Ladeiras do Inferno
de: Helder Fortes
Sinopse
Numa pequena viagem feita ao interior da ilha de Santiago, Cantai conhece a menina Pinha, uma rapariga entregue aos trabalhos da roça no meio de campos dourados, cercados de montes amarelados e secos. Ele fica pasmo com a entrega e a determinação da jovem moça de pés rudes e calosos de mãos presas à enxada, esgravatando o seu pão sem nenhuma timidez, no meio da aridez.

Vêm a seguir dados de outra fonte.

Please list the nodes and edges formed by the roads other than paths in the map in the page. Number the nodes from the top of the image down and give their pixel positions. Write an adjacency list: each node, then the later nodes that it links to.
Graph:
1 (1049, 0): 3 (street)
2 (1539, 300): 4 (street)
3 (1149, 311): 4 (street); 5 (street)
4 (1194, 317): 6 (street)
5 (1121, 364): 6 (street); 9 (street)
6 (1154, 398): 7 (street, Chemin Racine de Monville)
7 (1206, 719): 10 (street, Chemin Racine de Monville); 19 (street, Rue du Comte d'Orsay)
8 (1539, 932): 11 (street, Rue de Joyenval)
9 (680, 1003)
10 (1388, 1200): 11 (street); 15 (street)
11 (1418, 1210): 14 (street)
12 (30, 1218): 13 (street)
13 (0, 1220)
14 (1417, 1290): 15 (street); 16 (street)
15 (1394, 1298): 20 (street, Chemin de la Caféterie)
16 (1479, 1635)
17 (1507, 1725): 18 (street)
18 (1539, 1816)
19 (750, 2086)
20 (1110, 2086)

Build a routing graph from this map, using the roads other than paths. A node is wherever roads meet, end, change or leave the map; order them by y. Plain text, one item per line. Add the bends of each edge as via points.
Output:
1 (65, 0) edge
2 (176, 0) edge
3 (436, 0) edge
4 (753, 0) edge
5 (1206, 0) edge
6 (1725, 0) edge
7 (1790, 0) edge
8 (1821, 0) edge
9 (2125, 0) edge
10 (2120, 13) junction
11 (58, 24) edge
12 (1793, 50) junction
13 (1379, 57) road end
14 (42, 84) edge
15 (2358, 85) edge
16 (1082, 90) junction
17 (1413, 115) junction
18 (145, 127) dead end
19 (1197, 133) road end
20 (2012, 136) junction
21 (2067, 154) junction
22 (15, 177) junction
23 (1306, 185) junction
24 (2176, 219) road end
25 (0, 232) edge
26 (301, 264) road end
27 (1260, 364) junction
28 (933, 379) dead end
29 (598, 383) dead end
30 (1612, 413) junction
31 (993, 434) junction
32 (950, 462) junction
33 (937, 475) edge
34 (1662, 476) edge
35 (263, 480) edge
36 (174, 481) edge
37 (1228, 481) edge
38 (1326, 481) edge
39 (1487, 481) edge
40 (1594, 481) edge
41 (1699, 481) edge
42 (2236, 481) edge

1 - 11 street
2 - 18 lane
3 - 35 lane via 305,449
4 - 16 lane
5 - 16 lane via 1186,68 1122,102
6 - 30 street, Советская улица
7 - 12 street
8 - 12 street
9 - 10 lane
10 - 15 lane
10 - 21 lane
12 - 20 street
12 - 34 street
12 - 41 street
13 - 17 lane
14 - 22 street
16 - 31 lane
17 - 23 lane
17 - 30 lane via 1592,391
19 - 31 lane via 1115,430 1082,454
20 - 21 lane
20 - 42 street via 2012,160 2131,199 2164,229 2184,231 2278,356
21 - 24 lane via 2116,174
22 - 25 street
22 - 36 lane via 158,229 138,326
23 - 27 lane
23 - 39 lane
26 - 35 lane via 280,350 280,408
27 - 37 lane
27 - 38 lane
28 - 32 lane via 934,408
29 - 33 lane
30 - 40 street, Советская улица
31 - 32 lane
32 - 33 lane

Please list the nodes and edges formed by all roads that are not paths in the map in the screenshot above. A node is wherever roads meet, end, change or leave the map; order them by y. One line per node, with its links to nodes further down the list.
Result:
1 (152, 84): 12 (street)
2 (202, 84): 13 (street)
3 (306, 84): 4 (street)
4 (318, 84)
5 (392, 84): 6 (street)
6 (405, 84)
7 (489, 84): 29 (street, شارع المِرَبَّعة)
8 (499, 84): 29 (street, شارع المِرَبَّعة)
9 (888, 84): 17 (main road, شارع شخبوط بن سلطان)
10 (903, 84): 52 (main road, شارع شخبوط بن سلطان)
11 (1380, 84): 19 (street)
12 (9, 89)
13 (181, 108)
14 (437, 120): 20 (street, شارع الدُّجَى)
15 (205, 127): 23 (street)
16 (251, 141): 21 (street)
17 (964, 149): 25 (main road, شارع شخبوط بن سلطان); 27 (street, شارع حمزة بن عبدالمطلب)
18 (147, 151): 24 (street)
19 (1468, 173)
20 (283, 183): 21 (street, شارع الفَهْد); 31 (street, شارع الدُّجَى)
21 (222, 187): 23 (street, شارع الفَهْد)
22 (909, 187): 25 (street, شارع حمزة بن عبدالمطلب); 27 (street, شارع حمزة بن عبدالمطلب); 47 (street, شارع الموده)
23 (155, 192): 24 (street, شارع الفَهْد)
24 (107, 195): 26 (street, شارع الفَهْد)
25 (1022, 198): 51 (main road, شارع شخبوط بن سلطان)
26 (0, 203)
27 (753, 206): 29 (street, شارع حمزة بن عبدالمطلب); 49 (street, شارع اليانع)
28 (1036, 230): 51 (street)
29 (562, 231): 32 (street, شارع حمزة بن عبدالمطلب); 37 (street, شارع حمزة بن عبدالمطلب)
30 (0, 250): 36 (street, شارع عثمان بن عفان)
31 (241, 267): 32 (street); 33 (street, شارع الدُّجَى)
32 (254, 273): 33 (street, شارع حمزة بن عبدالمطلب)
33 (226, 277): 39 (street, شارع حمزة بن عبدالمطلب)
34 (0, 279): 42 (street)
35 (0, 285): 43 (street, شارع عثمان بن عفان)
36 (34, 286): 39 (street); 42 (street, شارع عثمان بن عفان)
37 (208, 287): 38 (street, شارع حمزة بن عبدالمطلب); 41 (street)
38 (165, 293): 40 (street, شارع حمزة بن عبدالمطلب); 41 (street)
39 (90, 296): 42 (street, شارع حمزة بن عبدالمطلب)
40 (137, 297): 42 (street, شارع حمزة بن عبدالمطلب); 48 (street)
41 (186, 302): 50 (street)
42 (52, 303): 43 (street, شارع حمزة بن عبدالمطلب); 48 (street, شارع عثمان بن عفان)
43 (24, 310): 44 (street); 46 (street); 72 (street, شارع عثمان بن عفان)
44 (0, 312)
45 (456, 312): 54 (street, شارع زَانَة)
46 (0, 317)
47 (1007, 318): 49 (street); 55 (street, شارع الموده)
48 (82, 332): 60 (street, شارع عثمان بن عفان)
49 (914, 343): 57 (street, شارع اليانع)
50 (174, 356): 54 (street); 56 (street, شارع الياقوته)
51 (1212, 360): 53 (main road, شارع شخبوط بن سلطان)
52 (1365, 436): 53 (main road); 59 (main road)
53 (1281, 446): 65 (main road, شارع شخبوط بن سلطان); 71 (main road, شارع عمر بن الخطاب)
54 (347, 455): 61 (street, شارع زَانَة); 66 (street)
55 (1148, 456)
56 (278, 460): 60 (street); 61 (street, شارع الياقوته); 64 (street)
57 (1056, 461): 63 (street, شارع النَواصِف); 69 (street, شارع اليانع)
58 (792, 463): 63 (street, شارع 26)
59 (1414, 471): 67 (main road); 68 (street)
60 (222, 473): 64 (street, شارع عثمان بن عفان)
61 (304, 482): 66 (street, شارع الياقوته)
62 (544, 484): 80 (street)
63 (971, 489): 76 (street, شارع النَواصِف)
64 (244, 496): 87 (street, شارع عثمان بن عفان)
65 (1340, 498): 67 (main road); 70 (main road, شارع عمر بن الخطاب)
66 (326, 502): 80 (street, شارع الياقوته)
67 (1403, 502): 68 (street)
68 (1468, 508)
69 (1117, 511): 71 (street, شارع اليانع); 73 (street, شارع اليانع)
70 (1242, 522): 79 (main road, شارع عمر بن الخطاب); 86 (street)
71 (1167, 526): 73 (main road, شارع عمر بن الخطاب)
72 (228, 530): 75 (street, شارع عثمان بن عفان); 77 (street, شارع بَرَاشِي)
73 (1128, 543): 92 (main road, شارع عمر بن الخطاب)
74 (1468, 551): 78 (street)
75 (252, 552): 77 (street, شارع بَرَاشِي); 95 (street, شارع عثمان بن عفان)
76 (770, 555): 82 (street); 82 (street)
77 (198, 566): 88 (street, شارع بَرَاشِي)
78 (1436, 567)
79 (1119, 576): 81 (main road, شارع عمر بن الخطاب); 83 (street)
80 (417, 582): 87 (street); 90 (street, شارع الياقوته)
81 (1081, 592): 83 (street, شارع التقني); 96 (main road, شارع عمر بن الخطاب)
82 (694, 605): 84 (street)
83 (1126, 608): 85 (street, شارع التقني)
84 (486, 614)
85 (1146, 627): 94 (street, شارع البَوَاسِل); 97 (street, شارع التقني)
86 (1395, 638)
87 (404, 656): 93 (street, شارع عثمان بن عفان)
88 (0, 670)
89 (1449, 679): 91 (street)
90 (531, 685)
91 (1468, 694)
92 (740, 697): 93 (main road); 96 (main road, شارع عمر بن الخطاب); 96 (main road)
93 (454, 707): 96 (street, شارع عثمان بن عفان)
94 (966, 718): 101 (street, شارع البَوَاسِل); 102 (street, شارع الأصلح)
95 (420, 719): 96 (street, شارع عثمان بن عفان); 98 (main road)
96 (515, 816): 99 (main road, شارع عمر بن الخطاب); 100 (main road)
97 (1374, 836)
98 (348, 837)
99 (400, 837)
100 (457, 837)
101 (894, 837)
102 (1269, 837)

Entretanto, Cantai é obrigado a emigrar e deixa a Pinha no meio daquele vazio. Desembarca em terra longe, onde no seu imaginário era uma terra de gente boa, e passa por severas provas da vida sentindo-se uma criatura deprimida e abandonada à mercê das peripécias desta bendita vida. Na cidade cosmopolita de Lisboa, ele vive momentos de nojo, angústia, decepção e nas margens solitárias do rio Tejo, descarrega as lágrimas de saudades das ilhas fantásticas.
Cansado desta cidade que caracteriza como infernal, xenófoba e de capitalismo delinquente, decide aventurar-se a bordo de um a vapor com destino a África cuja missão era a de prestar ajuda humanitária aos países Africanos em guerra. Desembarca na Serra Leoa, no meio de uma violenta guerra doentia pelos diamantes e torrentes de sangue de inocentes. À conversa com um colega, fica a saber que a verdadeira missão do vapor, no qual ele trabalha, não era a distribuição de ajuda humanitária, mas sim, o tráfico de armas. Esta descoberta fá-lo sentir deslocado, sem chão e ansioso por abandonar o barco. E assim deixa Serra Leoa passando vários dias navegando no alto mar até avistar a bela Baía e de lá fita a Maria Pia de vestido branco encardido, aspecto abatido e com aquele olhar pálido. Atraca o barco, recorda que foi nesse mesmo lugar que havia embarcado atrás de uma ilusão que é a emigração e lembra de ter abraçado este destino como um verdadeiro clandestino. Desce e sem perder tempo, parte em direcção ao interior da ilha para o tão esperado reencontro, e em passos lentos aproxima-se da sua amada, ela permanece estática à espera do calor dos seus braços, ele continua a aproximar-se até alcança-la e num gesto de carinho, de sentimento, e em silêncio envolve-a nos seus longos braços.
Regressa a cidade da Praia e começa a árdua luta para conseguir um pedesin txon, construir a sua covinha em vida e levar a sua Pinha. Decide rabiscar uma simples cartinha de um pedido de um lote de terreno. Tendo-lhe sido negado o tal pedesin txon e querendo cumprir as promessas feitas à Pinha de uma vida digna e longe dos trabalhos rigorosos do campo, cai na armadilha da vida e aceita transportar droga que o arrasta para a prisão por uma longa temporada e lá fica sem as notícias da Pinha.
Sai da cadeia, ainda com a ideia fixa de ir buscar a Pinha, bota as mãos à clandestinidade e dá à cidade da Praia mais umas pinceladas cinzentas, quando na ladeira infernal constrói, finalmente, a sua barraca. E ele não se sente mal, pois o cinzento está espalhado por toda a cidade.
E assim regressa ao campo ao encontro da sua Pinha, no rosto dela duas covinhas se formam, larga a enxada no meio do campo dourado e com os seus pés descalços corre pelo meio dessa txada, pisa os espinhos que a deixam com os pezinhos magoados e vai cair eternamente nos braços do seu Cantai, para juntos se migrarem rumo à clandestinidade nas ladeiras do Inferno.